To tune hyperparameters we take our tunable model spec and train it with the tune_grid() function which tells tidymodels that we want to do some hyperparameter tuning. This replaces the fit_resamples() we were using in the previous post but tune_grid() still allows us to use our resampling scheme so we can get robust estimates of the model performance. Let's have a look at the simplest way to get tidymodels to tune our hyperparameters for us:
From the output we can see that we've got the results for 10 different models, each with a different combination of 'penalty' and 'metric' (our hyperparameters) tried. We can see that the first two models didn't perform very well but most of the others were pretty stable around 0.122 MAE. It's worth noting here that these error rates are calculated from our resampling scheme which was 10 folds x 5 repeats. As this is repeated for each of the 10 hyperparameter combinations we ended up training 10 folds x 5 repeats x 10 hyperparameter combinations = 500 models in total!
We got 10 different combinations of hyperparameters as, by default, when we tell tidymodels to tune hyperparameters but don't pass it any other options as per the documentation: "a semi-random grid (via dials::grid_latin_hypercube()) is created with 10 candidate parameter combinations". We'll learn more about Latin hypercubes later.

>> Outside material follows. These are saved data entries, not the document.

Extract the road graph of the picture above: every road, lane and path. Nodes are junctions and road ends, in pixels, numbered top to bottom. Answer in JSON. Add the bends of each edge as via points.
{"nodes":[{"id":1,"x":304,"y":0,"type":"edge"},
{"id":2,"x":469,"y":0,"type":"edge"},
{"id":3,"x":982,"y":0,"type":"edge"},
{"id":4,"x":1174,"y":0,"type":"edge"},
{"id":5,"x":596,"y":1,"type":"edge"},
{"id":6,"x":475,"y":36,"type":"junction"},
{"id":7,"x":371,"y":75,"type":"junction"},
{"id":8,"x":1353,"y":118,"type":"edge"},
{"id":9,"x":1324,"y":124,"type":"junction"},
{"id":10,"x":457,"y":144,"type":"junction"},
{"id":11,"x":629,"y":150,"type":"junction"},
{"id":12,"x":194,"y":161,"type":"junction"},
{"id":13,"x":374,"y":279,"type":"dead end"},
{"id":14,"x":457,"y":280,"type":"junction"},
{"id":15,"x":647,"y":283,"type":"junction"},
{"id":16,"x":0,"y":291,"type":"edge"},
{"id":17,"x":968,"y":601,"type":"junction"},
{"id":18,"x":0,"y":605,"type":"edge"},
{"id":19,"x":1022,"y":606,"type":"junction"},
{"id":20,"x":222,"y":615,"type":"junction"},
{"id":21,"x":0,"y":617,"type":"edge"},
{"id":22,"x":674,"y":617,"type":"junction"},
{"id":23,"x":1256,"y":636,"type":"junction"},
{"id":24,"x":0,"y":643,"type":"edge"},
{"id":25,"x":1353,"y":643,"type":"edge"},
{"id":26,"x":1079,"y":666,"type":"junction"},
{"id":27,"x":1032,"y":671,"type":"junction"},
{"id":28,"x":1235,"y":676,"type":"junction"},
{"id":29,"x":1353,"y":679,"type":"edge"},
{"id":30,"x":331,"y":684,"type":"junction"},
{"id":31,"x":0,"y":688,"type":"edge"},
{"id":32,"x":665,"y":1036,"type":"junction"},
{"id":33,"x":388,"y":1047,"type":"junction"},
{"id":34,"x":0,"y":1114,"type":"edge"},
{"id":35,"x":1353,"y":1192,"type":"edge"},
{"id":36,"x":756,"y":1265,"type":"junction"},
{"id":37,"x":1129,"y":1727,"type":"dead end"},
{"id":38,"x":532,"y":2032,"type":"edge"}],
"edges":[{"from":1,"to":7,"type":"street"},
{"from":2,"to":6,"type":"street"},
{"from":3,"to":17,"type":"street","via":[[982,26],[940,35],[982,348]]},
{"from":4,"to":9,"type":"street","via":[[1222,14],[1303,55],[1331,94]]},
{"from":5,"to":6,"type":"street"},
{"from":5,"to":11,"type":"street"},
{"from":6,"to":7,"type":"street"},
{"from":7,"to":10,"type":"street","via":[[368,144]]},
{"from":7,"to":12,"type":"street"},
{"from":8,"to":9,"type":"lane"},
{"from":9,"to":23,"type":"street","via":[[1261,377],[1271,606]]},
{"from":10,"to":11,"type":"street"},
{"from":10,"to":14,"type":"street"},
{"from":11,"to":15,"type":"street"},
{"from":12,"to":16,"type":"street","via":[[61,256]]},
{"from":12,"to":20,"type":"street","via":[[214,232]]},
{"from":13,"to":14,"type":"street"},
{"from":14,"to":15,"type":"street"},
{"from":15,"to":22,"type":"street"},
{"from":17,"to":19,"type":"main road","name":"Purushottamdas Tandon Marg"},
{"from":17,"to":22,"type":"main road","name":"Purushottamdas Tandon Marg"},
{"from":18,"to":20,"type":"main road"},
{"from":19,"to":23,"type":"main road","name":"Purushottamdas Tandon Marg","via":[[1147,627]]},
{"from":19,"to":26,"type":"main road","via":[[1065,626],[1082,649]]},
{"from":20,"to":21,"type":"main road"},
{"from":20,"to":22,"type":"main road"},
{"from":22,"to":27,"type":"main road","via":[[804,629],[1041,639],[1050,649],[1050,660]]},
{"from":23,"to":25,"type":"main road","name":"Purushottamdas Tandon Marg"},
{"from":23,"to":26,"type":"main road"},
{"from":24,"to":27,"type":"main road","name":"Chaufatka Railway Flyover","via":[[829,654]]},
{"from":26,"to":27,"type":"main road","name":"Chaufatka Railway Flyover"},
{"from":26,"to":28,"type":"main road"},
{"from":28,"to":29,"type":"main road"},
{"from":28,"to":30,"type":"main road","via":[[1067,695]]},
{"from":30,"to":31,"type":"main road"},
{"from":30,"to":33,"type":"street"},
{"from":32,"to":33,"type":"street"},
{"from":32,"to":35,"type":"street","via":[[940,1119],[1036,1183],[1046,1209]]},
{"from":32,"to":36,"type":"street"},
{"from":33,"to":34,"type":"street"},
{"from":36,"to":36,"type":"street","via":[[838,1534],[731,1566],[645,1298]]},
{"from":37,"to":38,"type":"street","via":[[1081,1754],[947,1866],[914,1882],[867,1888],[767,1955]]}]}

If we want to try more of fewer combinations of hyperparameters we can do this using the 'grid=' option. This is same option we'll use later to pass our own grids of hyperparameters that we'll create separately to the model training process.
The plot shows us the performance of each of our 50 models for each hyperparameter combination. It can be a useful way to understand which values led to better model performances. For our model, it looks like smaller values of penalty i.e. 'regularisation' worked better but that the mixture i.e. 'proportion of lasso penalty' didn't matter as much as we got good models at higher and lower values of it.
We'll see two techniques later on that make use of this idea of using past hyperparameter results to guide their search of the hyperparameter space to try and find the best combination. We'll also see a way to avoid spending too much training models with obviously bad hyperparameters.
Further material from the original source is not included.